Конец эстетичного века

We use cookies. Read the Privacy and Cookie Policy

Тимуриды были свергнуты в 1506 году такими же кочевниками, но на этот раз завоевателей возглавляли всадники из узбекских племен. Самарканд пал под натиском их предводителя Мухаммада Шейбани-хана. Он и сам был потомком Чингисхана (через старшего сына великого правителя – Джучи). Герат, где престарелый султан Хусейн Байкара погряз в пьянстве и проводил все время, наблюдая за петушиными и бараньими боями, не мог оказать никакого сопротивления. Двое сыновей Хусейна сбежали еще до приближения узбеков.

Династия Тимуридов, основанная на кровопролитных боях, встретила свой закат в сиянии красоты, в окружении приятных глазу и слуху вещей. Превосходный вкус правителей, выраженный в музыке, живописи и поэзии, а также в работах ткачей, ювелиров, мастеров по керамике и архитекторов, задал высокий стандарт по всему мусульманскому Востоку. Синтез персидской и тюркской культур: слияние города и степи, сельского хозяйства и кочевой жизни, торговли и завоеваний – всего, что составляло жизнь Центральной Азии на протяжении 500 лет! Достижение такого синтеза можно назвать блестящим достижением Тимуридов, однако оно было в некотором смысле односторонним.

За исключением проектов великого Улугбека, наука и образование погрязли в рутине или же совсем были заброшены. В стенах придворных медресе, которые содержали на средства щедрых покоровителей, учили ограниченному количеству дисциплин, и образование опиралось лишь на чтение авторитетных текстов и навязываемую обществу традиционную трактовку ислама. Вне медресе царствовала культура чувств, а не разума: субъективного, а не объективного, ощущений, а не мышления. И величайшие достижения эпохи лежат в области красоты, но не истины.

Несмотря на контакты с Индией, Китаем и в меньшей степени с Европой, наследники Тамерлана не видели в них пользы ни для ума, ни для государственной безопасности. Конец XV века был периодом эпохальных перемен в других регионах во многом благодаря тому, что европейцы проложили морские пути на Восток и в Новый Свет. Не менее драматичным было и повторное открытие достижений греко-римской цивилизации. Этот процесс, напрямую бросавший вызов привычным догмам, во многом повторил то, через что прошли арабы и жители Центральной Азии в IX–XII веках.
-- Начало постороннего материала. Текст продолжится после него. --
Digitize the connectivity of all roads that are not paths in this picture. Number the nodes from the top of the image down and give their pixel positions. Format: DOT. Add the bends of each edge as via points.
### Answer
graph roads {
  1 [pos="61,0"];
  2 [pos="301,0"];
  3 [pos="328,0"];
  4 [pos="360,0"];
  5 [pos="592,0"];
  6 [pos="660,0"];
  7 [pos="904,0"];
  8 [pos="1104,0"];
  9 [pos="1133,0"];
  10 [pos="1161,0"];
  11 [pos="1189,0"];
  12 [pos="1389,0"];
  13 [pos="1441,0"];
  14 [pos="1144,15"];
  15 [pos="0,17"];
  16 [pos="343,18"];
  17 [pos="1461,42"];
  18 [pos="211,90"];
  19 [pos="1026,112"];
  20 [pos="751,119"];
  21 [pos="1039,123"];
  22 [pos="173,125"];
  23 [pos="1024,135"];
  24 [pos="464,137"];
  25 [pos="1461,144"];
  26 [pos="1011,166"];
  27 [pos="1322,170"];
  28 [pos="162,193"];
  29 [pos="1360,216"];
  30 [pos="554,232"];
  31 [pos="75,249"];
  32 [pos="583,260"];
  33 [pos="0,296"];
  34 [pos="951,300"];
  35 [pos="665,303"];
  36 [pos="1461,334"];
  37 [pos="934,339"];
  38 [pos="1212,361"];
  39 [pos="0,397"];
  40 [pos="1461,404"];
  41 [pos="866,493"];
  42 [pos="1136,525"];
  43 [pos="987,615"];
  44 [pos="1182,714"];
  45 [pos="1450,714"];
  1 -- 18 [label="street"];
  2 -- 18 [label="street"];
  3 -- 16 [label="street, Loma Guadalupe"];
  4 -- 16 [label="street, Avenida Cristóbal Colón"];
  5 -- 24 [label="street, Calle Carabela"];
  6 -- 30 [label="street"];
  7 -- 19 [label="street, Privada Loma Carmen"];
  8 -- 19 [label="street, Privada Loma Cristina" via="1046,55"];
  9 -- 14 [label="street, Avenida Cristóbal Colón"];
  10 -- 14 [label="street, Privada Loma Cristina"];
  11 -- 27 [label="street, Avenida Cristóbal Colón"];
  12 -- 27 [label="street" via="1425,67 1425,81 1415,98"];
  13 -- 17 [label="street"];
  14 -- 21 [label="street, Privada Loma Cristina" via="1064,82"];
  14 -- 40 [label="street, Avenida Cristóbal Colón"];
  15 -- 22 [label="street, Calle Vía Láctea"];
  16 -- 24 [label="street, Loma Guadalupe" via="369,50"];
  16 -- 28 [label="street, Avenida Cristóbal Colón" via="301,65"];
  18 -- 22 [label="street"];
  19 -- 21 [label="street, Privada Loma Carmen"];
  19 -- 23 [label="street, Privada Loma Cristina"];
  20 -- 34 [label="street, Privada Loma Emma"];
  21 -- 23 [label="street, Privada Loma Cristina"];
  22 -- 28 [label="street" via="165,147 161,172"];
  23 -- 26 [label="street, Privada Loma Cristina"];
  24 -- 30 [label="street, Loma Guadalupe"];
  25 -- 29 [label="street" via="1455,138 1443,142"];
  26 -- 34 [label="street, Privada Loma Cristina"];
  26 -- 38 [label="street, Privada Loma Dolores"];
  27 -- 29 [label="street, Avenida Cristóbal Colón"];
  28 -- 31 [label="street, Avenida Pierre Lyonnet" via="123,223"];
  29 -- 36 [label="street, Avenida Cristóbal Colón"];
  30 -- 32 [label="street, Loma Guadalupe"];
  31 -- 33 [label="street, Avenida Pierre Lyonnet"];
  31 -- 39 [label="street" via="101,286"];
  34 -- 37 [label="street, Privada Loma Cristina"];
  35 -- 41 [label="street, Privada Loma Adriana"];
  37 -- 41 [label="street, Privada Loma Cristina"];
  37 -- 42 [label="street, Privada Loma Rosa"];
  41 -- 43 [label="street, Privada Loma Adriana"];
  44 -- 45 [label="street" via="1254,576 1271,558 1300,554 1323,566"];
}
Могли ли жители Центральной Азии создать свой Ренессанс в эти годы? Возможно, если бы заново открыли и оценили свежим взглядом достижения своих зороастрийских, эллинских, буддийских и христианских предков или по-новому исследовали множество утерянных нитей собственного исламского наследия. Но этого не произошло и не могло произойти из-за превалировавших правоверия и традиционализма. Как еще можно объяснить тот факт, что уйгурские города в Восточном Туркестане (Синьцзян) к началу XIV века издавали религиозные и прочие тексты методом блочной и наборной печати, а их ближайшие соседи на Западе, с которыми они находились в прямом и постоянном контакте в течение почти двух тысячелетий за счет караванной торговли, не владели искусством печатания еще долгое время после смерти последнего наследника Тамерлана?

Это тем более поразительно, если вспомнить, что печать пришла в Европу во время правления Тамерлана и что Иоганн Гутенберг, работавший в Страсбурге и Майнце, использовал наборную печать уже в 1439 году, как раз тогда, когда исследования Улугбека были в самом разгаре. Гутенберг был ткачом и ювелиром, то есть специалистом в тех двух областях, в которых мастера Герата и Самарканда занимали лидирующее положение. Но именно Гутенберг, а не ремесленник из государства Тамерлана, изобрел наиболее эффективный способ для воспроизведения написанного слова. Неужели уверенность в том, что на великие вопросы жизни можно ответить лишь посредством веры, настолько погасила интерес к новым знаниям, что исчезла потребность в таком изобретении?